_Material for this task:_

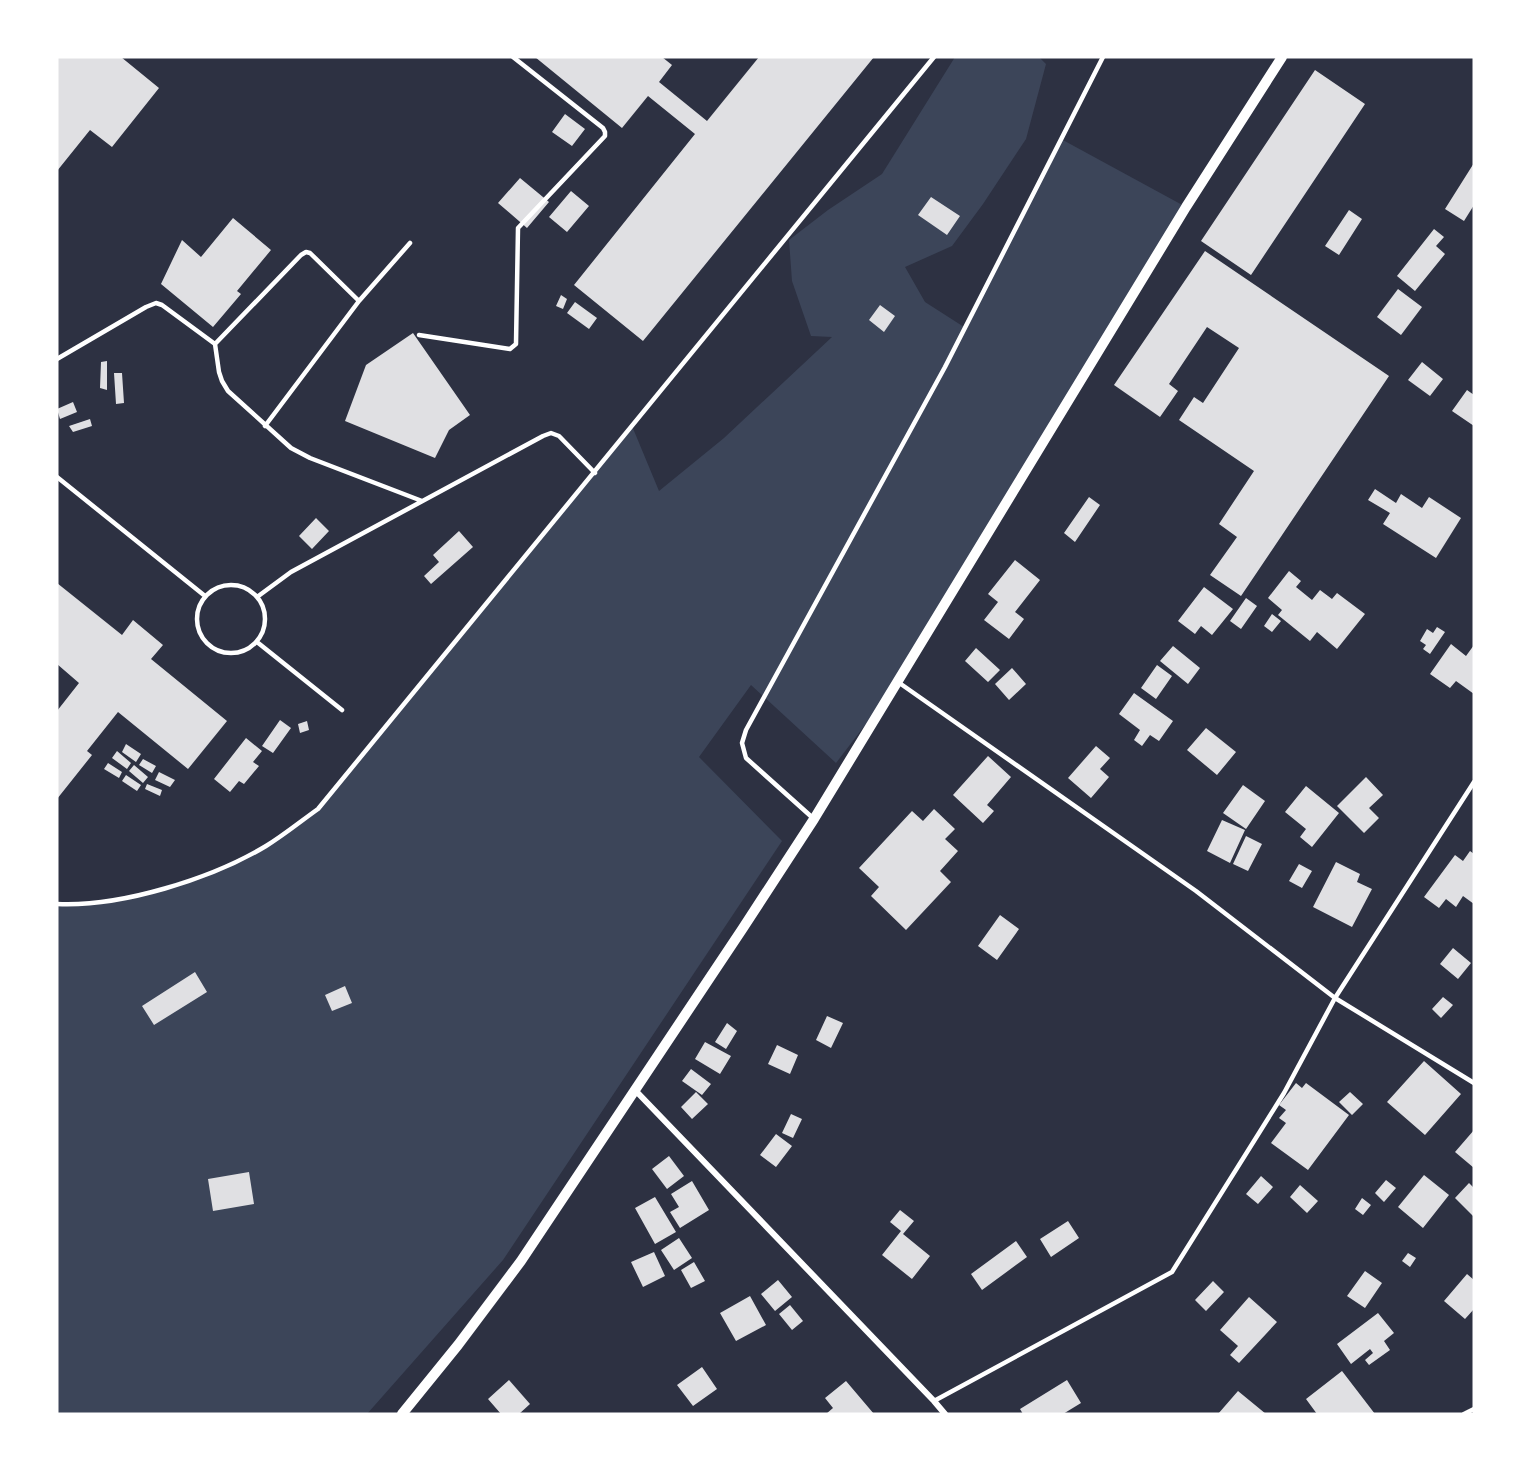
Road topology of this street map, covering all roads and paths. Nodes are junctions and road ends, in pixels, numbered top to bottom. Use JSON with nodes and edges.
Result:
{"nodes":[{"id":1,"x":513,"y":57,"type":"edge"},
{"id":2,"x":934,"y":57,"type":"edge"},
{"id":3,"x":1103,"y":57,"type":"edge"},
{"id":4,"x":1282,"y":57,"type":"edge"},
{"id":5,"x":410,"y":243,"type":"dead end"},
{"id":6,"x":359,"y":301,"type":"junction"},
{"id":7,"x":420,"y":335,"type":"dead end"},
{"id":8,"x":215,"y":344,"type":"junction"},
{"id":9,"x":57,"y":359,"type":"edge"},
{"id":10,"x":265,"y":426,"type":"junction"},
{"id":11,"x":594,"y":473,"type":"junction"},
{"id":12,"x":57,"y":477,"type":"edge"},
{"id":13,"x":422,"y":501,"type":"junction"},
{"id":14,"x":205,"y":596,"type":"junction"},
{"id":15,"x":257,"y":597,"type":"junction"},
{"id":16,"x":257,"y":642,"type":"junction"},
{"id":17,"x":898,"y":682,"type":"junction"},
{"id":18,"x":342,"y":710,"type":"dead end"},
{"id":19,"x":1474,"y":782,"type":"edge"},
{"id":20,"x":814,"y":819,"type":"junction"},
{"id":21,"x":57,"y":904,"type":"edge"},
{"id":22,"x":1335,"y":998,"type":"junction"},
{"id":23,"x":1474,"y":1083,"type":"edge"},
{"id":24,"x":634,"y":1089,"type":"junction"},
{"id":25,"x":934,"y":1401,"type":"junction"},
{"id":26,"x":1474,"y":1410,"type":"edge"},
{"id":27,"x":402,"y":1414,"type":"edge"},
{"id":28,"x":945,"y":1414,"type":"edge"},
{"id":29,"x":1464,"y":1414,"type":"edge"}],
"edges":[{"from":1,"to":7,"type":"lane"},
{"from":2,"to":11,"type":"lane"},
{"from":3,"to":20,"type":"lane"},
{"from":4,"to":17,"type":"street"},
{"from":5,"to":6,"type":"lane"},
{"from":6,"to":8,"type":"lane"},
{"from":6,"to":10,"type":"lane"},
{"from":8,"to":9,"type":"lane"},
{"from":8,"to":10,"type":"lane"},
{"from":10,"to":13,"type":"lane"},
{"from":11,"to":13,"type":"lane"},
{"from":11,"to":21,"type":"lane"},
{"from":12,"to":14,"type":"lane"},
{"from":13,"to":15,"type":"lane"},
{"from":14,"to":15,"type":"lane"},
{"from":14,"to":16,"type":"lane"},
{"from":15,"to":16,"type":"lane"},
{"from":16,"to":18,"type":"lane"},
{"from":17,"to":20,"type":"street"},
{"from":17,"to":22,"type":"lane"},
{"from":19,"to":22,"type":"lane"},
{"from":20,"to":24,"type":"street"},
{"from":22,"to":23,"type":"lane"},
{"from":22,"to":25,"type":"lane"},
{"from":24,"to":25,"type":"street"},
{"from":24,"to":27,"type":"street"},
{"from":25,"to":28,"type":"street"},
{"from":26,"to":29,"type":"lane"}]}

_What you are asked to do:_ Filtering the entries above by the word "nodes", copy each line that matches.

_Solution to the problem:_
Road topology of this street map, covering all roads and paths. Nodes are junctions and road ends, in pixels, numbered top to bottom. Use JSON with nodes and edges.
{"nodes":[{"id":1,"x":513,"y":57,"type":"edge"},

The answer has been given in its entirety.